I’ve seen multiple solutions out there and can’t say there is only way to organize your projects but I would recommend to following:

  • There is no need to match your organization chart but you should try and follow a structure that will not only be easy for you to manage but most importantly will be easy for the users to understand and follow in order to find their content. Now since you do have the option to hide elements from users in case they don’t have permissions to those elements that will greatly simplify their experience so I would recommend hiding projects and objects that users shouldn’t access unless you want them to know about this object and ask for permission to access it (that can be the goal at times). There are multiple tips about how to manage your users navigation under this blog.

  • From the administration point of view, it’s usually easier to manage permission at the project level so if users from a certain program shouldn’t access other programs I would recommend having a project per program. Note that doesn’t mean that you need to duplicate objects. For example, if multiple programs relay on the same database, I would create a single data connector for all of those programs and place it under the “Global” project so it can be accessed in all projects under the shared folder.

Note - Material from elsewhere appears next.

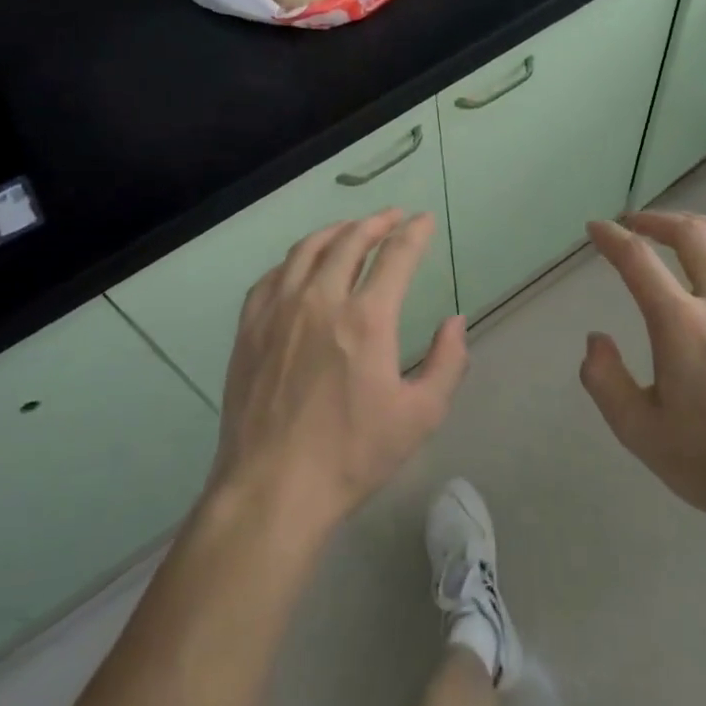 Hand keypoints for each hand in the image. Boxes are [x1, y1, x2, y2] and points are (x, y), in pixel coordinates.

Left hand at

You can also refer to this documentation to better understand the administration options around managing projects.

2 Likes

Thank you! This makes sense. I think I will move forward using program level.

Thanks again!

If you are going to have the same dashboard for all programs but you want to make it so that they only see their data use Security Hierarchies.

I have a dashboard that is used by many different groups with in the company. I have just the one dashboard but in the data set is who that data belongs to and there is a security Hierarchy on it.
Then the different people from the different groups all get permission to that set of data when they view that dashboard.

This way you do not have to make the same dashboard for each group (filtering for just their data) over and over.

I have my projects set up not by company division, but by usage/Types of dashboards (HR, Financial, Budget, and so on).

https://www.dundas.com/Support/learning/videos-tutorials/hierarchies-time-dimensions/creating-custom-categorical-hierarchies

https://www.dundas.com/Support/learning/documentation/analyze-data/how-to/how-to-create-a-custom-user-hierarchy

https://www.dundas.com/support/support-center/support-articles/administration/set-security-hierarchy-using-the-hierarchy-filter

Let me know if that makes sense and/or helps.